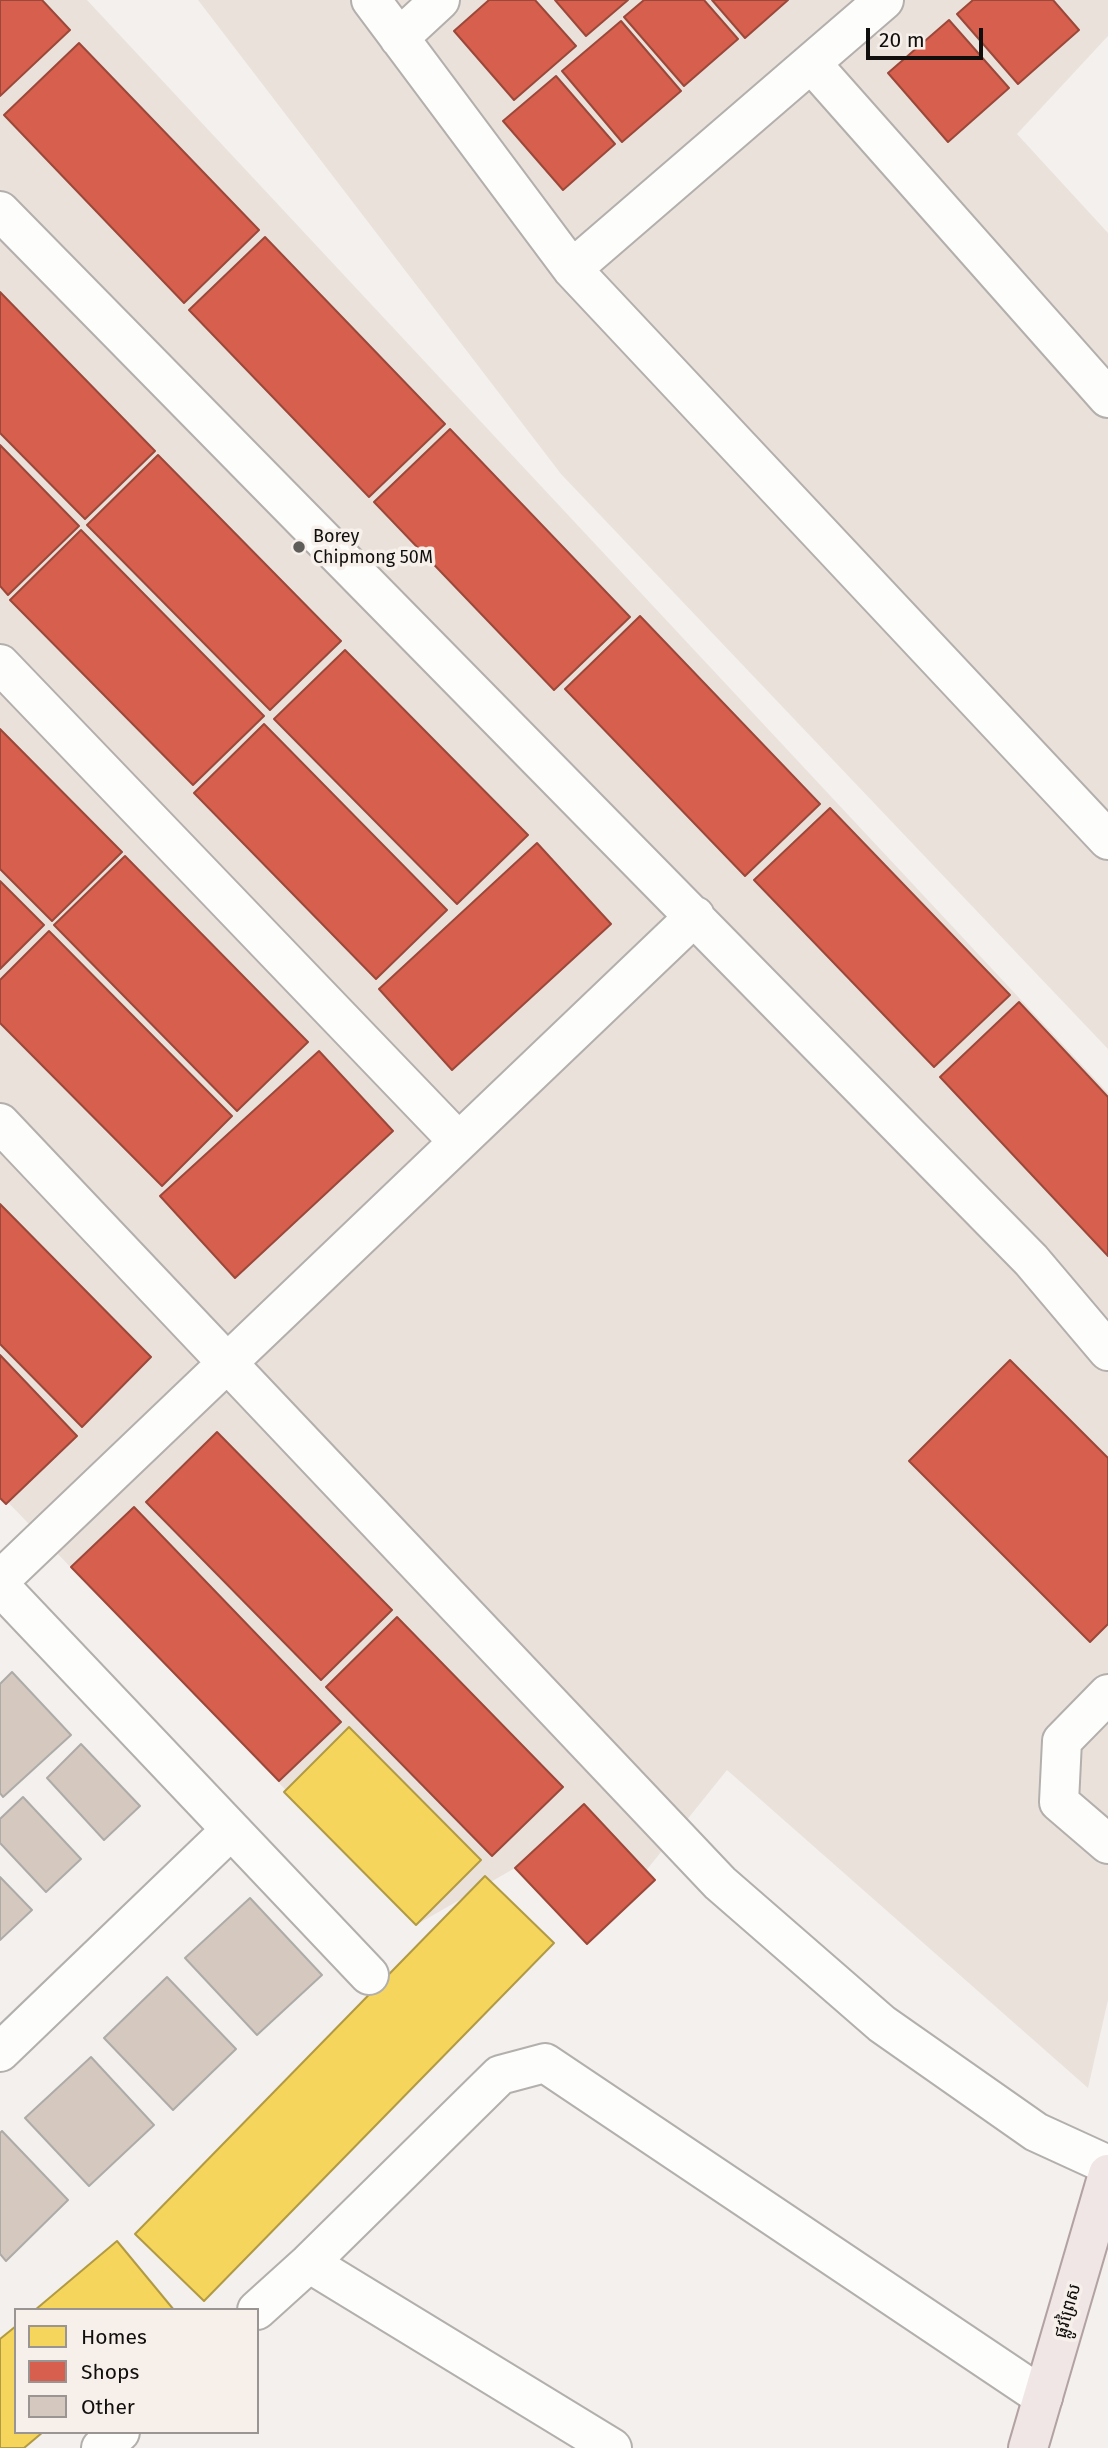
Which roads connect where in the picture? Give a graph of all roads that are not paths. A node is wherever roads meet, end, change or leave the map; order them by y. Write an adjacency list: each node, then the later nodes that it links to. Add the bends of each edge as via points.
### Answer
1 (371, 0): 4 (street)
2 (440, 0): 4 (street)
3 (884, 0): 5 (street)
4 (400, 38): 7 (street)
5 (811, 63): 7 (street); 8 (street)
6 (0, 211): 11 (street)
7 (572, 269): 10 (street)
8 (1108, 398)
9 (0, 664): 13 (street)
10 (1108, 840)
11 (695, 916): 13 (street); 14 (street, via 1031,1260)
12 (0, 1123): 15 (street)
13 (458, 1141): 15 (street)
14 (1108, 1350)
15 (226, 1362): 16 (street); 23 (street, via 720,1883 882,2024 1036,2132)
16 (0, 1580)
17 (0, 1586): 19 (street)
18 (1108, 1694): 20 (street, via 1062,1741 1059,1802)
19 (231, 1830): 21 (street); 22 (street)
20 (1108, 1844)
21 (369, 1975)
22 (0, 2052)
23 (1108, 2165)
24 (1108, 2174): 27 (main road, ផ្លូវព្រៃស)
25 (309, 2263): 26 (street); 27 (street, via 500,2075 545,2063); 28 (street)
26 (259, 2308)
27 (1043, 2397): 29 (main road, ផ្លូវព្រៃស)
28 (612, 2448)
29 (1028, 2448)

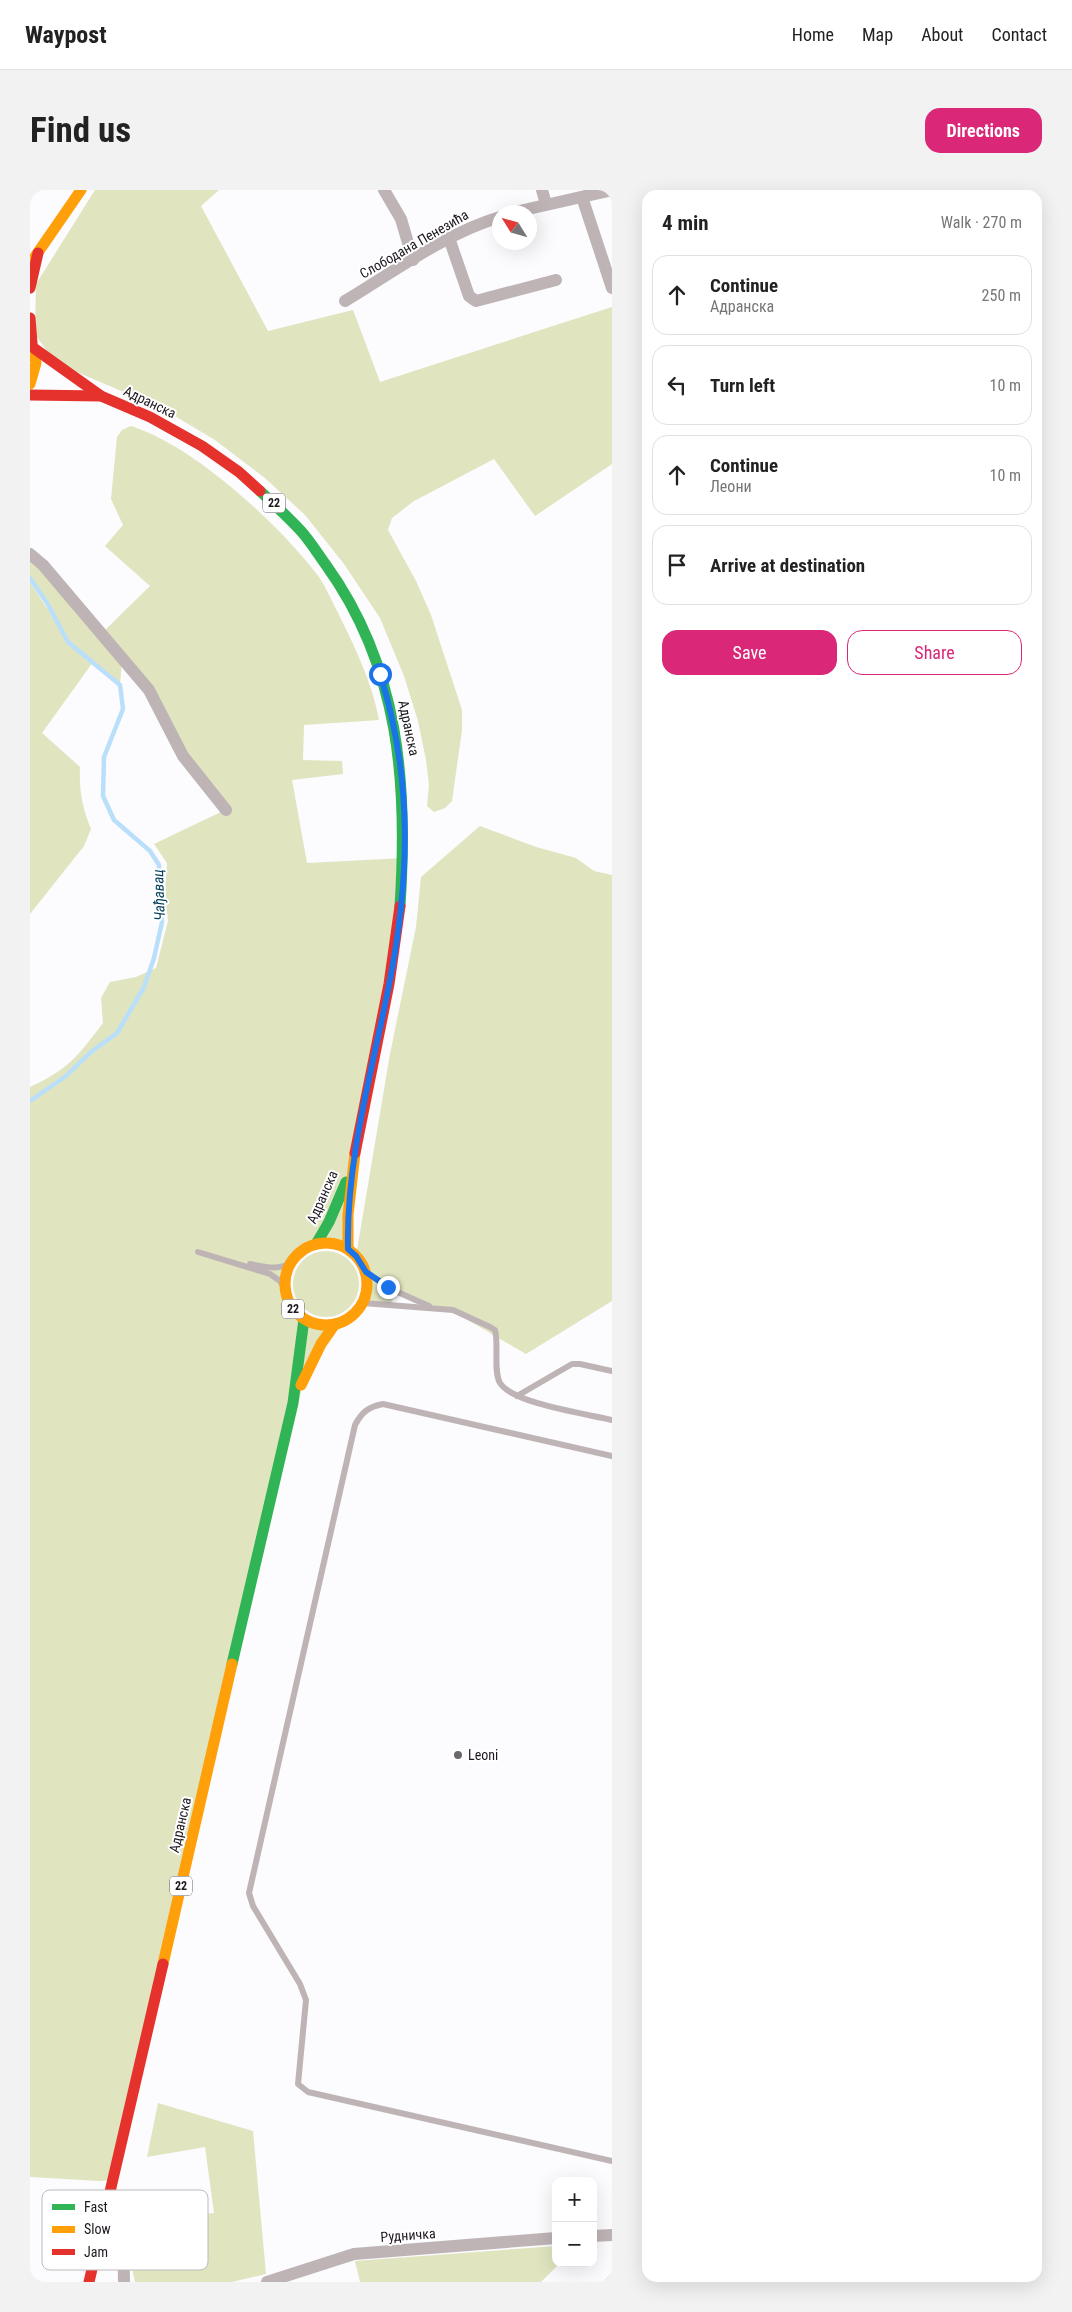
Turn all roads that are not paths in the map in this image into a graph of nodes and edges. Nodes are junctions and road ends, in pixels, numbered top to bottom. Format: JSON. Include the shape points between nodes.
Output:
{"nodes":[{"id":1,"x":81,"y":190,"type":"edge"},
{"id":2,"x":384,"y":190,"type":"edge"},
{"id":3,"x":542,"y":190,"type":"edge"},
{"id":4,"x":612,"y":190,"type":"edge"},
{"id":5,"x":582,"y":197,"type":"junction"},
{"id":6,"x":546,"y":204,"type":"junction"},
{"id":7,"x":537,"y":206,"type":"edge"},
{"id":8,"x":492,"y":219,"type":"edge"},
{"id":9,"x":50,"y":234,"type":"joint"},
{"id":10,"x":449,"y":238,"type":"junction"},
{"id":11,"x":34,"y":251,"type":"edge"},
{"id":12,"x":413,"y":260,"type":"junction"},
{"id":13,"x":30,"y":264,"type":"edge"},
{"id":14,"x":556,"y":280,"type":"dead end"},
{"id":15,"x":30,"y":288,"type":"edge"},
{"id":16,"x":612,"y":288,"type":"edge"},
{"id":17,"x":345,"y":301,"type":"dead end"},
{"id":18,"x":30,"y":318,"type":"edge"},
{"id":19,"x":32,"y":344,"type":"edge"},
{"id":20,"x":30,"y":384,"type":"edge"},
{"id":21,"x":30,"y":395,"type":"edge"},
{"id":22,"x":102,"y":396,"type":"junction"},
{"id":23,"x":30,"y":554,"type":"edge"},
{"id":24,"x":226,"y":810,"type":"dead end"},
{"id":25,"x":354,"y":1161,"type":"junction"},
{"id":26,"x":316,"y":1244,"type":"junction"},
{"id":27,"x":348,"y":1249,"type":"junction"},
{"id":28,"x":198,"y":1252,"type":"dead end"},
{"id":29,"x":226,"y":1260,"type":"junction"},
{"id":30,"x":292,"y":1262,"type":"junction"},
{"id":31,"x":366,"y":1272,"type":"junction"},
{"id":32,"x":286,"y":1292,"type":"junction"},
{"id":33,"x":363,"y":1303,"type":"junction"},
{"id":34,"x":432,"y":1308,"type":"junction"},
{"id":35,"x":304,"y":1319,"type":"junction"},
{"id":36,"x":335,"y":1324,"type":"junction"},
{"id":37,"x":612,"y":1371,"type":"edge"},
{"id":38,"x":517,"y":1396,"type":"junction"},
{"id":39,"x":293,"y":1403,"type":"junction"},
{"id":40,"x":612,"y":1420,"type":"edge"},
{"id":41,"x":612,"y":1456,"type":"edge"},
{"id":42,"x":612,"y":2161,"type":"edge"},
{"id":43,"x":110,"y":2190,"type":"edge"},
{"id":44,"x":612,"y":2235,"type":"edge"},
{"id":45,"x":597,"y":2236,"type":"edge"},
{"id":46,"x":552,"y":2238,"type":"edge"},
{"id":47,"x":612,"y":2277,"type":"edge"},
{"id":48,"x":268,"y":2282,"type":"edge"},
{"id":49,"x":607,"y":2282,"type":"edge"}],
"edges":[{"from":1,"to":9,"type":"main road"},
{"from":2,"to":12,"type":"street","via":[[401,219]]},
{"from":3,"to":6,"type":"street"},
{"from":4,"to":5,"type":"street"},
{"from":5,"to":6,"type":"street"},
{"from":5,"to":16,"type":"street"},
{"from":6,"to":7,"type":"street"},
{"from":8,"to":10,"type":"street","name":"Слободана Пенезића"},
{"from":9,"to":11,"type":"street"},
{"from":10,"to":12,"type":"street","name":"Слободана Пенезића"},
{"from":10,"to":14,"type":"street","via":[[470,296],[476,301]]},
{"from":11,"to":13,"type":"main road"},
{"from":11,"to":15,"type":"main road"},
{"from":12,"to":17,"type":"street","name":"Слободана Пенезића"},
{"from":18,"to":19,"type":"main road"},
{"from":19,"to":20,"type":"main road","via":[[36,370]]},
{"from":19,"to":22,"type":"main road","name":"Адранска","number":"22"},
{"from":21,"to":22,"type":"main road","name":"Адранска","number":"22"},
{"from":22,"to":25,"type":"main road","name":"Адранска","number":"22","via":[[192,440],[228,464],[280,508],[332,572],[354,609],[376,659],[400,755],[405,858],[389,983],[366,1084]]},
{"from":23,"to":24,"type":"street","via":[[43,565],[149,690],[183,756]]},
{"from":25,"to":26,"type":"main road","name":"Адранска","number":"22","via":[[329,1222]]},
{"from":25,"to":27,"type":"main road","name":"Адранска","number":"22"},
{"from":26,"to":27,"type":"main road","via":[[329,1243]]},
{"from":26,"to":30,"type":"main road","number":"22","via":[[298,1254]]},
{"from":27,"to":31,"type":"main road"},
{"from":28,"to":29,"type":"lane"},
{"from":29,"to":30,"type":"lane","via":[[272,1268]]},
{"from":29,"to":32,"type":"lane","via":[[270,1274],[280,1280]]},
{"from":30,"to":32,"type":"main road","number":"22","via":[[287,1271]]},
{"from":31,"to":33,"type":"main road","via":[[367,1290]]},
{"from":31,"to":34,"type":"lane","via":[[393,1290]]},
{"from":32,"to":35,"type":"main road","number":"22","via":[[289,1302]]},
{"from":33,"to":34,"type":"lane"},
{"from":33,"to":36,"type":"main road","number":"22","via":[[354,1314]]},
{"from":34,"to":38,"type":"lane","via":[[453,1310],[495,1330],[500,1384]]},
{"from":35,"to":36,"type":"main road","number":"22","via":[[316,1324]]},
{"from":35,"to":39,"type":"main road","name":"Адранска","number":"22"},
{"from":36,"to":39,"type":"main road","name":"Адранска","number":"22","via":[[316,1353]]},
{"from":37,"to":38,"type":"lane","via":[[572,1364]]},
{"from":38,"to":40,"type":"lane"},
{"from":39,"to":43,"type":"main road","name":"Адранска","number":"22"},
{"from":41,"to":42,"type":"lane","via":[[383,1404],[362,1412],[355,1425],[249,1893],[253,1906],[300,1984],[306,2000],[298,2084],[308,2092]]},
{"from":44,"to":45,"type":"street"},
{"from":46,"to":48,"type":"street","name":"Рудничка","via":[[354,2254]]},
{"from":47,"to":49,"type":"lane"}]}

— Task item —
Among the lines above, which ones include the word "paths"? Copy them.

— Answer for this exercise —
Which roads connect where in the picture? Give a graph of all roads that are not paths. A node is wherever roads meet, end, change or leave the map; order them by y. Write an adjacency list: each node, then the later nodes that it links to. Add the bends of each edge as via points.
Turn all roads that are not paths in the map in this image into a graph of nodes and edges. Nodes are junctions and road ends, in pixels, numbered top to bottom. Format: JSON. Include the shape points between nodes.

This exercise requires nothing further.